In my defence 1998 was a bit of a blur… Skint, the label I had started in 1995, was going through its moment in the sun and controls were set for the heart of it. Sirens blaring, hurtling towards the hit parade, Fatboy Slim on the front of the tabloids and Bentley Rhythm Ace and the Lo-Fidelity Allstars on the front cover of the NME. We were the sound of the moment all fuelled by copious amounts of ‘let’s ‘ave it’. Not all of us wanted to be on the Big Beat fun bus but it was hard to get off. I’m handing that in as my excuse for missing this fine album.
Before Skint I worked in a record shop where you had the luxury of being able to listen to music all day – you’re on top of everything, from all genres. It’s your job to be.
When you are running a record label with eight to ten artists all sending you new music, as well as trying to keep on top of the ever-growing demo pile, well, your audio capacity to give new music the time it deserves is dramatically reduced. You’re permanently catching up. Hence why it’s taken me 24 years to listen to ‘Music Has The Right To Children’.
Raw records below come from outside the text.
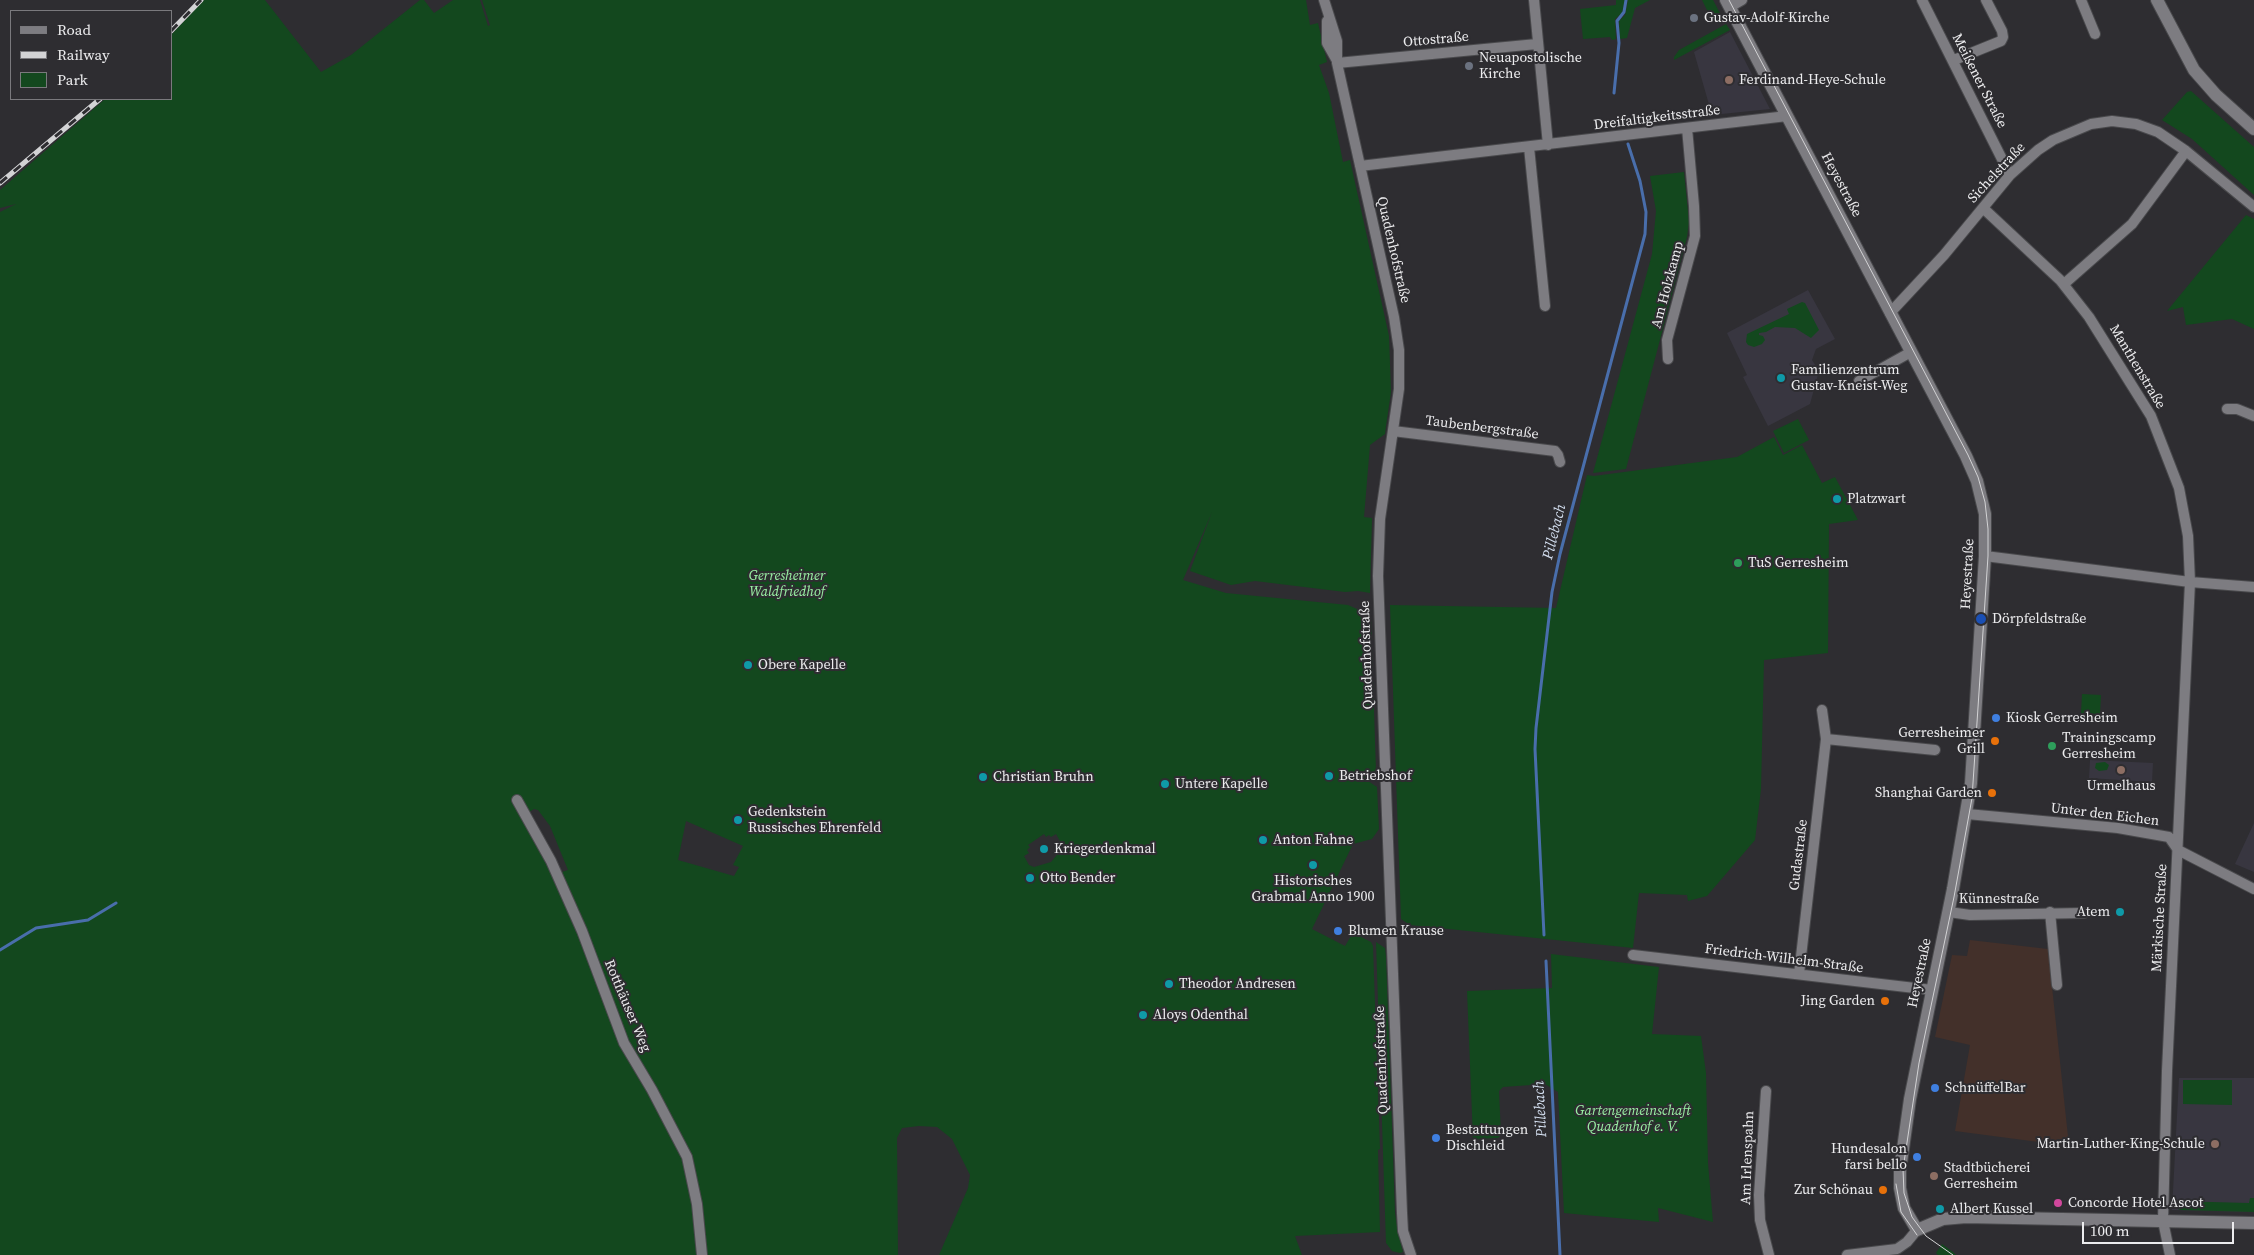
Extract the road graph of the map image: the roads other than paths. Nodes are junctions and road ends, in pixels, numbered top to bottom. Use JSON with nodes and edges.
{"nodes":[{"id":1,"x":1534,"y":0,"type":"edge"},
{"id":2,"x":1742,"y":0,"type":"edge"},
{"id":3,"x":1922,"y":0,"type":"edge"},
{"id":4,"x":1986,"y":0,"type":"edge"},
{"id":5,"x":2081,"y":0,"type":"edge"},
{"id":6,"x":1728,"y":3,"type":"edge"},
{"id":7,"x":2160,"y":3,"type":"edge"},
{"id":8,"x":1325,"y":5,"type":"edge"},
{"id":9,"x":2095,"y":34,"type":"dead end"},
{"id":10,"x":1537,"y":44,"type":"junction"},
{"id":11,"x":1954,"y":60,"type":"junction"},
{"id":12,"x":1337,"y":63,"type":"junction"},
{"id":13,"x":1787,"y":116,"type":"junction"},
{"id":14,"x":1687,"y":128,"type":"junction"},
{"id":15,"x":2254,"y":129,"type":"edge"},
{"id":16,"x":1548,"y":145,"type":"junction"},
{"id":17,"x":1529,"y":147,"type":"junction"},
{"id":18,"x":2186,"y":151,"type":"junction"},
{"id":19,"x":1360,"y":166,"type":"junction"},
{"id":20,"x":2010,"y":175,"type":"junction"},
{"id":21,"x":2254,"y":206,"type":"edge"},
{"id":22,"x":1983,"y":208,"type":"junction"},
{"id":23,"x":2064,"y":284,"type":"junction"},
{"id":24,"x":1545,"y":306,"type":"dead end"},
{"id":25,"x":1890,"y":313,"type":"junction"},
{"id":26,"x":1911,"y":352,"type":"junction"},
{"id":27,"x":1668,"y":359,"type":"dead end"},
{"id":28,"x":1859,"y":381,"type":"dead end"},
{"id":29,"x":2227,"y":409,"type":"dead end"},
{"id":30,"x":2254,"y":416,"type":"edge"},
{"id":31,"x":1393,"y":431,"type":"junction"},
{"id":32,"x":1560,"y":462,"type":"dead end"},
{"id":33,"x":1984,"y":556,"type":"junction"},
{"id":34,"x":2190,"y":582,"type":"junction"},
{"id":35,"x":2254,"y":587,"type":"edge"},
{"id":36,"x":1822,"y":710,"type":"dead end"},
{"id":37,"x":1826,"y":739,"type":"junction"},
{"id":38,"x":1935,"y":750,"type":"dead end"},
{"id":39,"x":517,"y":800,"type":"dead end"},
{"id":40,"x":1967,"y":814,"type":"junction"},
{"id":41,"x":2178,"y":850,"type":"junction"},
{"id":42,"x":2254,"y":889,"type":"edge"},
{"id":43,"x":1949,"y":912,"type":"junction"},
{"id":44,"x":2050,"y":912,"type":"junction"},
{"id":45,"x":2084,"y":913,"type":"dead end"},
{"id":46,"x":1633,"y":955,"type":"dead end"},
{"id":47,"x":1799,"y":974,"type":"junction"},
{"id":48,"x":2056,"y":985,"type":"dead end"},
{"id":49,"x":1932,"y":990,"type":"junction"},
{"id":50,"x":1766,"y":1091,"type":"dead end"},
{"id":51,"x":2163,"y":1221,"type":"junction"},
{"id":52,"x":2254,"y":1223,"type":"edge"},
{"id":53,"x":1917,"y":1230,"type":"junction"},
{"id":54,"x":1897,"y":1252,"type":"edge"},
{"id":55,"x":1410,"y":1254,"type":"edge"},
{"id":56,"x":702,"y":1255,"type":"edge"},
{"id":57,"x":1769,"y":1255,"type":"edge"},
{"id":58,"x":1847,"y":1255,"type":"edge"},
{"id":59,"x":2170,"y":1255,"type":"edge"}],
"edges":[{"from":1,"to":10,"type":"street"},
{"from":2,"to":6,"type":"street"},
{"from":3,"to":11,"type":"street","name":"Meißener Straße"},
{"from":4,"to":11,"type":"street"},
{"from":5,"to":9,"type":"street"},
{"from":6,"to":13,"type":"street","name":"Heyestraße"},
{"from":7,"to":15,"type":"street"},
{"from":8,"to":12,"type":"street","name":"Quadenhofstraße"},
{"from":10,"to":12,"type":"street","name":"Ottostraße"},
{"from":10,"to":16,"type":"street"},
{"from":11,"to":20,"type":"street","name":"Meißener Straße"},
{"from":12,"to":19,"type":"street","name":"Quadenhofstraße"},
{"from":13,"to":14,"type":"street","name":"Dreifaltigkeitsstraße"},
{"from":13,"to":25,"type":"street","name":"Heyestraße"},
{"from":14,"to":16,"type":"street","name":"Dreifaltigkeitsstraße"},
{"from":14,"to":27,"type":"street","name":"Am Holzkamp"},
{"from":16,"to":17,"type":"street","name":"Dreifaltigkeitsstraße"},
{"from":17,"to":19,"type":"street","name":"Dreifaltigkeitsstraße"},
{"from":17,"to":24,"type":"street"},
{"from":18,"to":20,"type":"street","name":"Sichelstraße"},
{"from":18,"to":21,"type":"street","name":"Sichelstraße"},
{"from":18,"to":23,"type":"street"},
{"from":19,"to":31,"type":"street","name":"Quadenhofstraße"},
{"from":20,"to":22,"type":"street","name":"Sichelstraße"},
{"from":22,"to":23,"type":"street","name":"Manthenstraße"},
{"from":22,"to":25,"type":"street","name":"Sichelstraße"},
{"from":23,"to":34,"type":"street","name":"Manthenstraße"},
{"from":25,"to":26,"type":"street","name":"Heyestraße"},
{"from":26,"to":28,"type":"street"},
{"from":26,"to":33,"type":"street","name":"Heyestraße"},
{"from":29,"to":30,"type":"street"},
{"from":31,"to":32,"type":"street","name":"Taubenbergstraße"},
{"from":31,"to":55,"type":"street","name":"Quadenhofstraße"},
{"from":33,"to":34,"type":"street"},
{"from":33,"to":40,"type":"street","name":"Heyestraße"},
{"from":34,"to":35,"type":"street"},
{"from":34,"to":41,"type":"street","name":"Märkische Straße"},
{"from":36,"to":37,"type":"street","name":"Gudastraße"},
{"from":37,"to":38,"type":"street"},
{"from":37,"to":47,"type":"street","name":"Gudastraße"},
{"from":39,"to":56,"type":"street","name":"Rotthäuser Weg"},
{"from":40,"to":41,"type":"street","name":"Unter den Eichen"},
{"from":40,"to":43,"type":"street","name":"Heyestraße"},
{"from":41,"to":42,"type":"street","name":"Unter den Eichen"},
{"from":41,"to":51,"type":"street","name":"Märkische Straße"},
{"from":43,"to":44,"type":"street","name":"Künnestraße"},
{"from":43,"to":49,"type":"street","name":"Heyestraße"},
{"from":44,"to":45,"type":"street","name":"Künnestraße"},
{"from":44,"to":48,"type":"street","name":"Künnestraße"},
{"from":46,"to":47,"type":"street","name":"Friedrich-Wilhelm-Straße"},
{"from":47,"to":49,"type":"street","name":"Friedrich-Wilhelm-Straße"},
{"from":49,"to":53,"type":"street","name":"Heyestraße"},
{"from":50,"to":57,"type":"street","name":"Am Irlenspahn"},
{"from":51,"to":52,"type":"street"},
{"from":51,"to":53,"type":"street"},
{"from":51,"to":59,"type":"street","name":"Märkische Straße"},
{"from":53,"to":54,"type":"street"},
{"from":54,"to":58,"type":"street"}]}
In fact, the most annoying thing about this oversight (to put it mildly) is that it really is very much ‘my type of record’. It comes from a place that was producing some of the most exciting and innovative music at the time. That no man’s land between genres where people with ideas and a sampler brought together their favourite bits of everything – hip hop, techno, electronics and many other things in between.
‘Telephasic Workshop’ is a great example of this fusion: crunchy breaks, layered rhythms and sounds, gates and scratches building the atmosphere. The way it meanders, but never seems lost, and those little stabs of speech are perfectly timed and curated. Another example is the deep distorted voice on ‘Pete Standing Alone’ – stunning.
Synths over hip hop beats has long been my Achilles’ heel and there are some absolutely divine moments of musicality. ‘Olson’ and ‘Kaini Industries’ are beautiful. The fact these melodies seem to emerge from the dirt fleetingly makes them all the more powerful.
I have to admit I had preconceptions about Boards of Canada. I imagined slick, serious electronic music – so I was slightly surprised that, well, it’s quite fun… apologies to the band for sounding like my Auntie Theresa there, but it is. And it manifests itself best in ‘Aquarius’, probably my favourite track at the moment, but like all the best LPs that may well change.
As I played the LP for the first time another reaction was Req! Req was Skint’s very own Brighton B-Boy who made fucked up, uncompromising lo-fi hip hop – some of my favourite music released on the label – and I desperately clung on to his underground credibility as we started having chart success with our other acts. We released his first EP in 1995, around the same time Boards of Canada got going, so it warms my heart immensely that there’s a kindred spirit running through both artists.
I do wonder what I would have said if A&R responsibilities had been mine. I’d have certainly asked them to make more of ‘Kaini Industries’ – a stunning 59 seconds of burbling melodic synth that I would love to hear more of. And at 71 minutes the album is a fair bit longer than my preferred 40-50 minutes optimum LP run time.
I would have probably trimmed a couple of tracks. But in the same way when I tried to A&R Req, I hope they would have politely told me to go fuck myself and just informed me that’s just the way it is. Quite right too.